**WHAT TO PRODUCE:** Transcribe everything in the records exactly. Skip the images.

**DATASET EXCERPTS:**
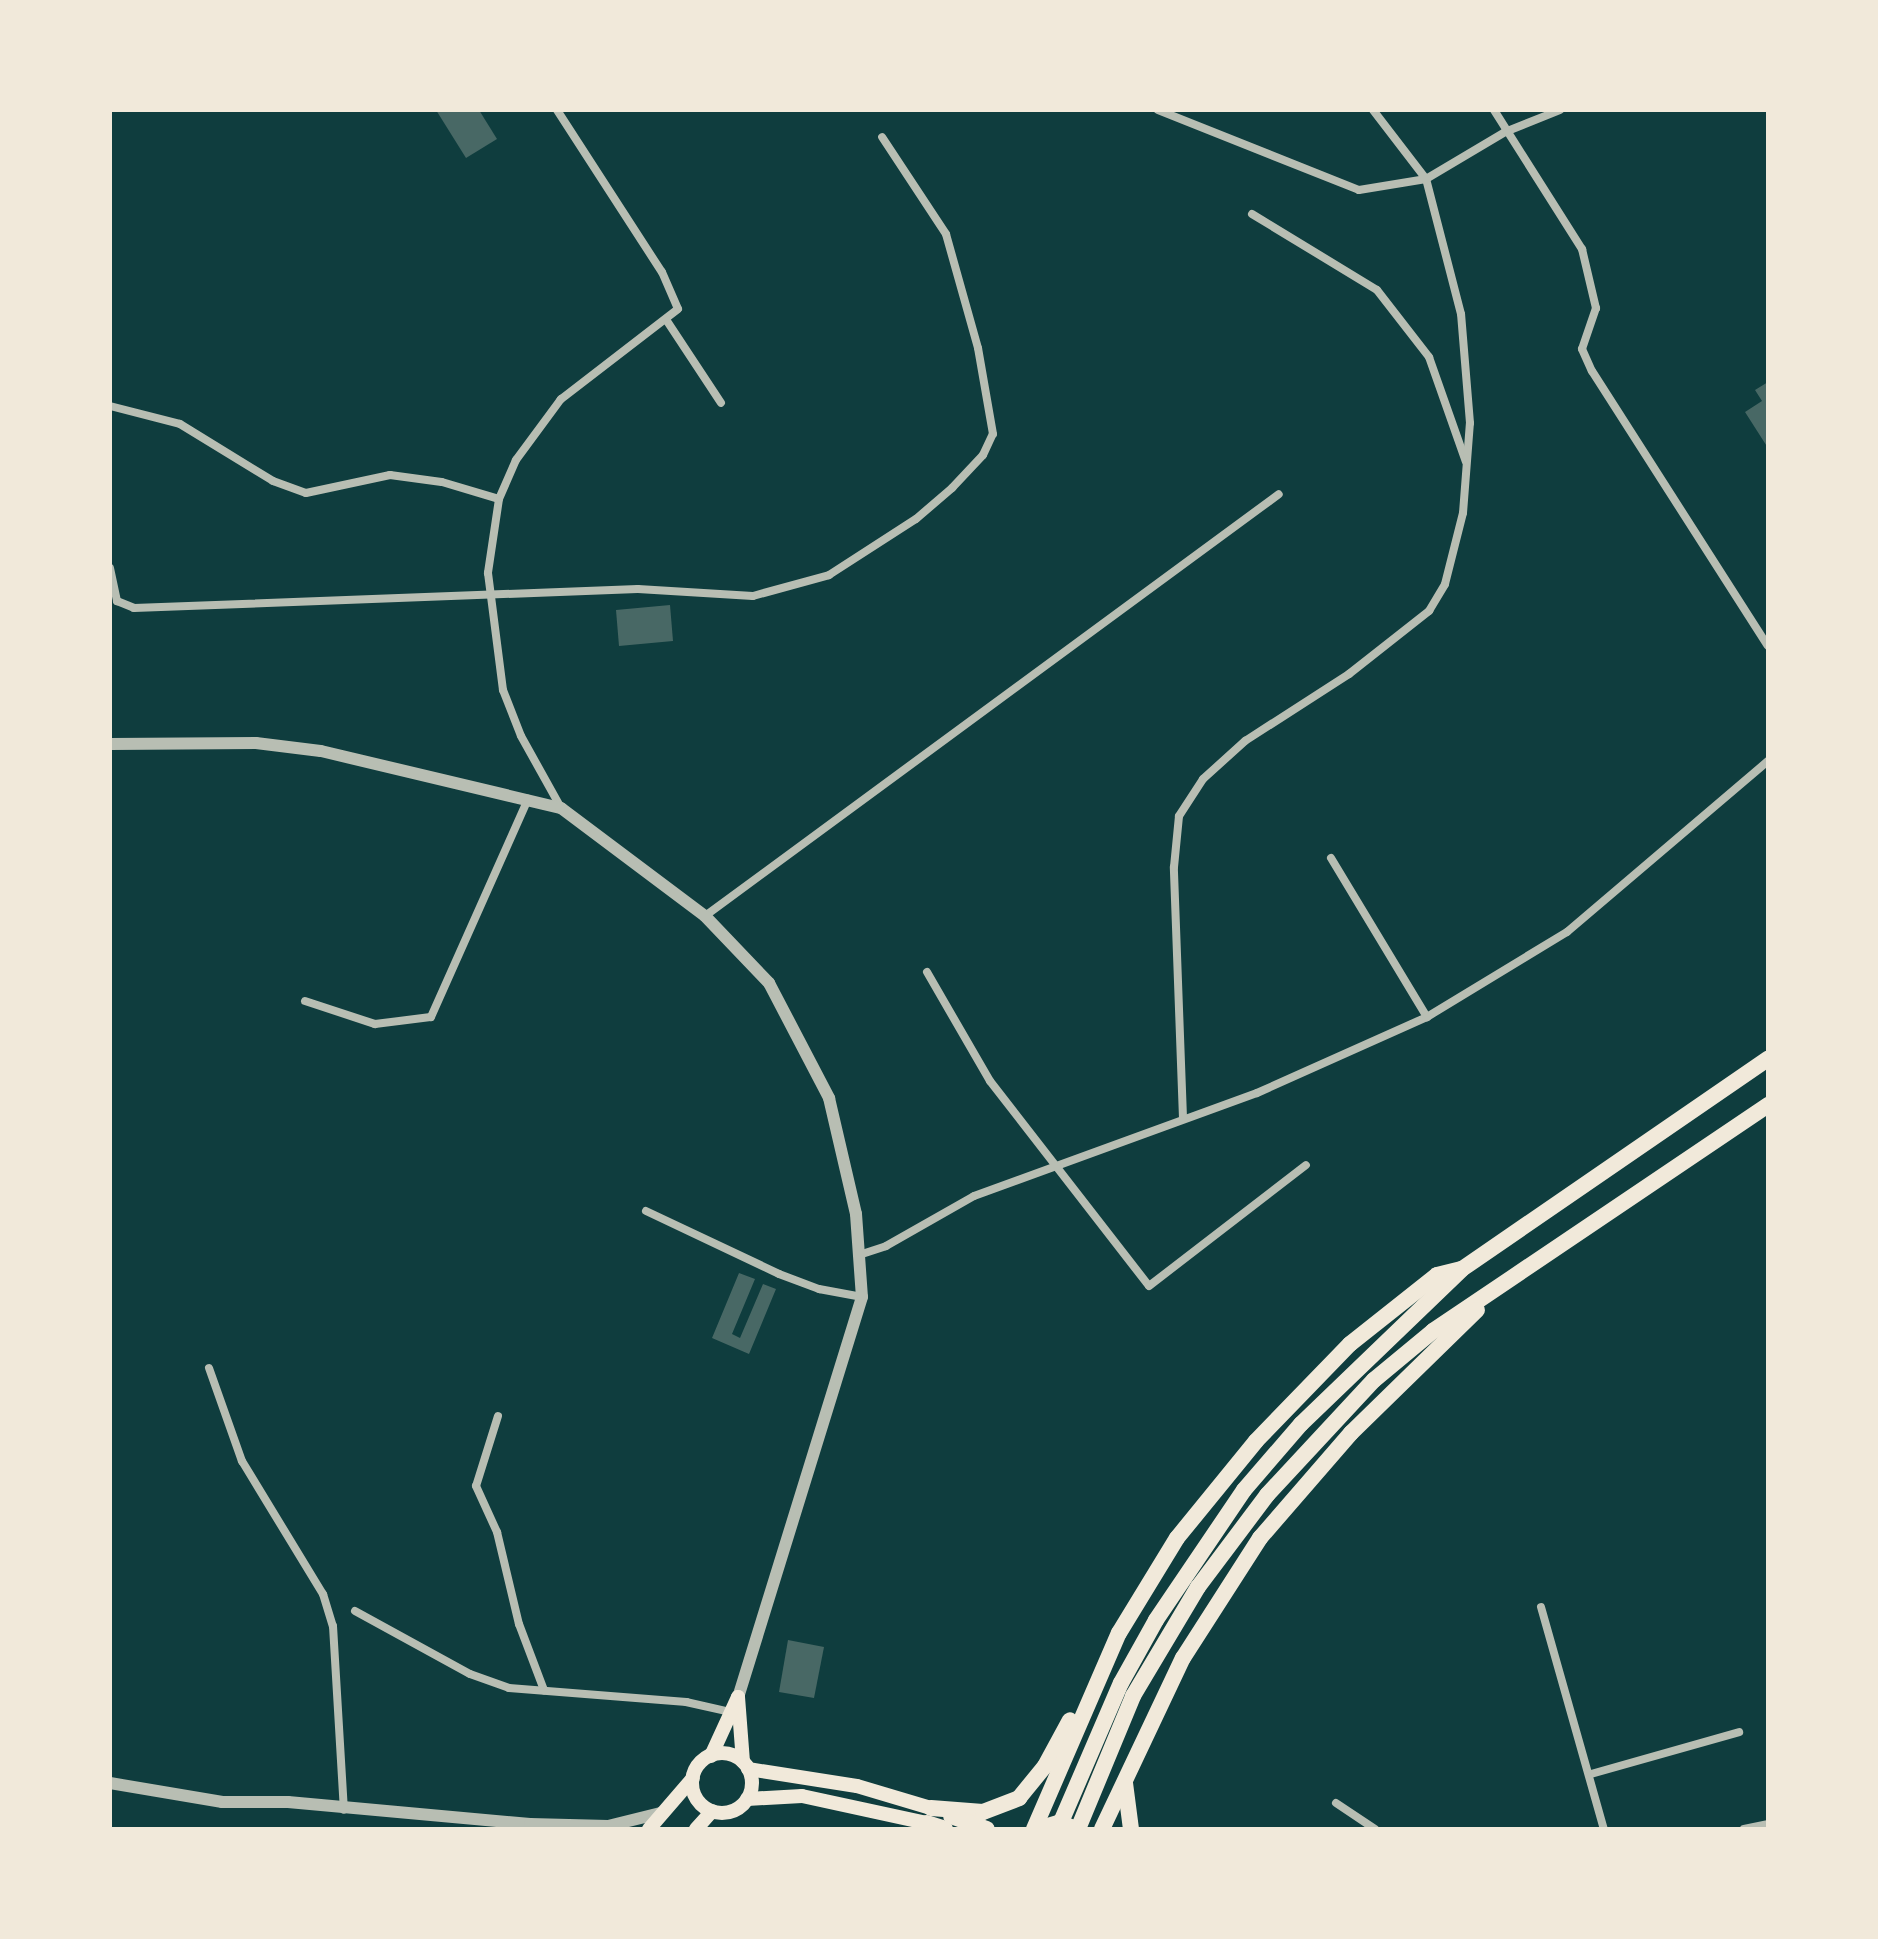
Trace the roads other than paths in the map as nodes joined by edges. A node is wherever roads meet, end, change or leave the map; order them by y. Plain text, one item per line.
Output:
1 (557, 110) edge
2 (1158, 110) edge
3 (1373, 110) edge
4 (1494, 110) edge
5 (1560, 110) edge
6 (1505, 132) junction
7 (882, 137) dead end
8 (1426, 179) junction
9 (1252, 214) dead end
10 (667, 321) junction
11 (721, 403) dead end
12 (110, 406) edge
13 (1468, 468) junction
14 (1279, 494) dead end
15 (499, 499) junction
16 (110, 568) edge
17 (489, 593) junction
18 (1768, 646) edge
19 (110, 744) edge
20 (1768, 761) edge
21 (528, 799) junction
22 (561, 808) junction
23 (1331, 858) dead end
24 (705, 916) junction
25 (927, 972) dead end
26 (305, 1001) dead end
27 (1427, 1017) junction
28 (1768, 1059) edge
29 (1768, 1105) edge
30 (1183, 1118) junction
31 (1053, 1164) junction
32 (1306, 1165) dead end
33 (646, 1211) dead end
34 (862, 1254) junction
35 (1462, 1269) junction
36 (1505, 1282) junction
37 (862, 1297) junction
38 (209, 1368) dead end
39 (498, 1416) dead end
40 (1541, 1607) dead end
41 (355, 1611) dead end
42 (1093, 1686) junction
43 (544, 1690) junction
44 (738, 1697) junction
45 (730, 1712) junction
46 (1739, 1732) dead end
47 (711, 1756) junction
48 (745, 1766) junction
49 (1591, 1774) junction
50 (693, 1778) junction
51 (1125, 1782) junction
52 (110, 1783) edge
53 (747, 1799) junction
54 (1336, 1803) dead end
55 (344, 1811) junction
56 (712, 1811) junction
57 (661, 1813) junction
58 (931, 1820) edge
59 (1768, 1824) edge
60 (649, 1829) edge
61 (696, 1829) edge
62 (945, 1829) edge
63 (987, 1829) edge
64 (1036, 1829) edge
65 (1058, 1829) edge
66 (1078, 1829) edge
67 (1102, 1829) edge
68 (1131, 1829) edge
69 (1375, 1829) edge
70 (1604, 1829) edge
71 (1744, 1829) edge

1 - 10 street
2 - 8 street
3 - 8 street
4 - 6 street
5 - 6 street
6 - 8 street
6 - 18 street
7 - 17 street
8 - 13 street
9 - 13 street
10 - 11 street
10 - 15 street
12 - 15 street
13 - 30 street
14 - 24 street
15 - 17 street
16 - 17 street
17 - 22 street
19 - 21 street
20 - 27 street
21 - 22 street
21 - 26 street
22 - 24 street
23 - 27 street
24 - 34 street
25 - 31 street
27 - 30 street
28 - 35 highway
29 - 36 highway
30 - 31 street
31 - 32 street
31 - 34 street
33 - 37 street
34 - 37 street
35 - 42 highway
35 - 65 highway
36 - 51 highway
36 - 66 highway
37 - 44 street
38 - 55 street
39 - 43 street
40 - 49 street
41 - 43 street
42 - 58 highway
42 - 64 highway
43 - 45 street
44 - 45 main road
44 - 48 main road
45 - 47 main road
46 - 49 street
47 - 48 main road
47 - 50 main road
48 - 53 main road
48 - 58 main road
49 - 70 street
50 - 56 main road
50 - 57 main road
51 - 67 highway
51 - 68 highway
52 - 55 street
53 - 56 main road
53 - 58 main road
54 - 69 street
55 - 57 street
56 - 61 main road
57 - 60 main road
58 - 62 highway
58 - 63 highway
59 - 71 street
64 - 66 highway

**ANSWER SPACE:**
Trace the roads other than paths in the map as nodes joined by edges. A node is wherever roads meet, end, change or leave the map; order them by y. Plain text, one item per line.
Output:
1 (557, 110) edge
2 (1158, 110) edge
3 (1373, 110) edge
4 (1494, 110) edge
5 (1560, 110) edge
6 (1505, 132) junction
7 (882, 137) dead end
8 (1426, 179) junction
9 (1252, 214) dead end
10 (667, 321) junction
11 (721, 403) dead end
12 (110, 406) edge
13 (1468, 468) junction
14 (1279, 494) dead end
15 (499, 499) junction
16 (110, 568) edge
17 (489, 593) junction
18 (1768, 646) edge
19 (110, 744) edge
20 (1768, 761) edge
21 (528, 799) junction
22 (561, 808) junction
23 (1331, 858) dead end
24 (705, 916) junction
25 (927, 972) dead end
26 (305, 1001) dead end
27 (1427, 1017) junction
28 (1768, 1059) edge
29 (1768, 1105) edge
30 (1183, 1118) junction
31 (1053, 1164) junction
32 (1306, 1165) dead end
33 (646, 1211) dead end
34 (862, 1254) junction
35 (1462, 1269) junction
36 (1505, 1282) junction
37 (862, 1297) junction
38 (209, 1368) dead end
39 (498, 1416) dead end
40 (1541, 1607) dead end
41 (355, 1611) dead end
42 (1093, 1686) junction
43 (544, 1690) junction
44 (738, 1697) junction
45 (730, 1712) junction
46 (1739, 1732) dead end
47 (711, 1756) junction
48 (745, 1766) junction
49 (1591, 1774) junction
50 (693, 1778) junction
51 (1125, 1782) junction
52 (110, 1783) edge
53 (747, 1799) junction
54 (1336, 1803) dead end
55 (344, 1811) junction
56 (712, 1811) junction
57 (661, 1813) junction
58 (931, 1820) edge
59 (1768, 1824) edge
60 (649, 1829) edge
61 (696, 1829) edge
62 (945, 1829) edge
63 (987, 1829) edge
64 (1036, 1829) edge
65 (1058, 1829) edge
66 (1078, 1829) edge
67 (1102, 1829) edge
68 (1131, 1829) edge
69 (1375, 1829) edge
70 (1604, 1829) edge
71 (1744, 1829) edge

1 - 10 street
2 - 8 street
3 - 8 street
4 - 6 street
5 - 6 street
6 - 8 street
6 - 18 street
7 - 17 street
8 - 13 street
9 - 13 street
10 - 11 street
10 - 15 street
12 - 15 street
13 - 30 street
14 - 24 street
15 - 17 street
16 - 17 street
17 - 22 street
19 - 21 street
20 - 27 street
21 - 22 street
21 - 26 street
22 - 24 street
23 - 27 street
24 - 34 street
25 - 31 street
27 - 30 street
28 - 35 highway
29 - 36 highway
30 - 31 street
31 - 32 street
31 - 34 street
33 - 37 street
34 - 37 street
35 - 42 highway
35 - 65 highway
36 - 51 highway
36 - 66 highway
37 - 44 street
38 - 55 street
39 - 43 street
40 - 49 street
41 - 43 street
42 - 58 highway
42 - 64 highway
43 - 45 street
44 - 45 main road
44 - 48 main road
45 - 47 main road
46 - 49 street
47 - 48 main road
47 - 50 main road
48 - 53 main road
48 - 58 main road
49 - 70 street
50 - 56 main road
50 - 57 main road
51 - 67 highway
51 - 68 highway
52 - 55 street
53 - 56 main road
53 - 58 main road
54 - 69 street
55 - 57 street
56 - 61 main road
57 - 60 main road
58 - 62 highway
58 - 63 highway
59 - 71 street
64 - 66 highway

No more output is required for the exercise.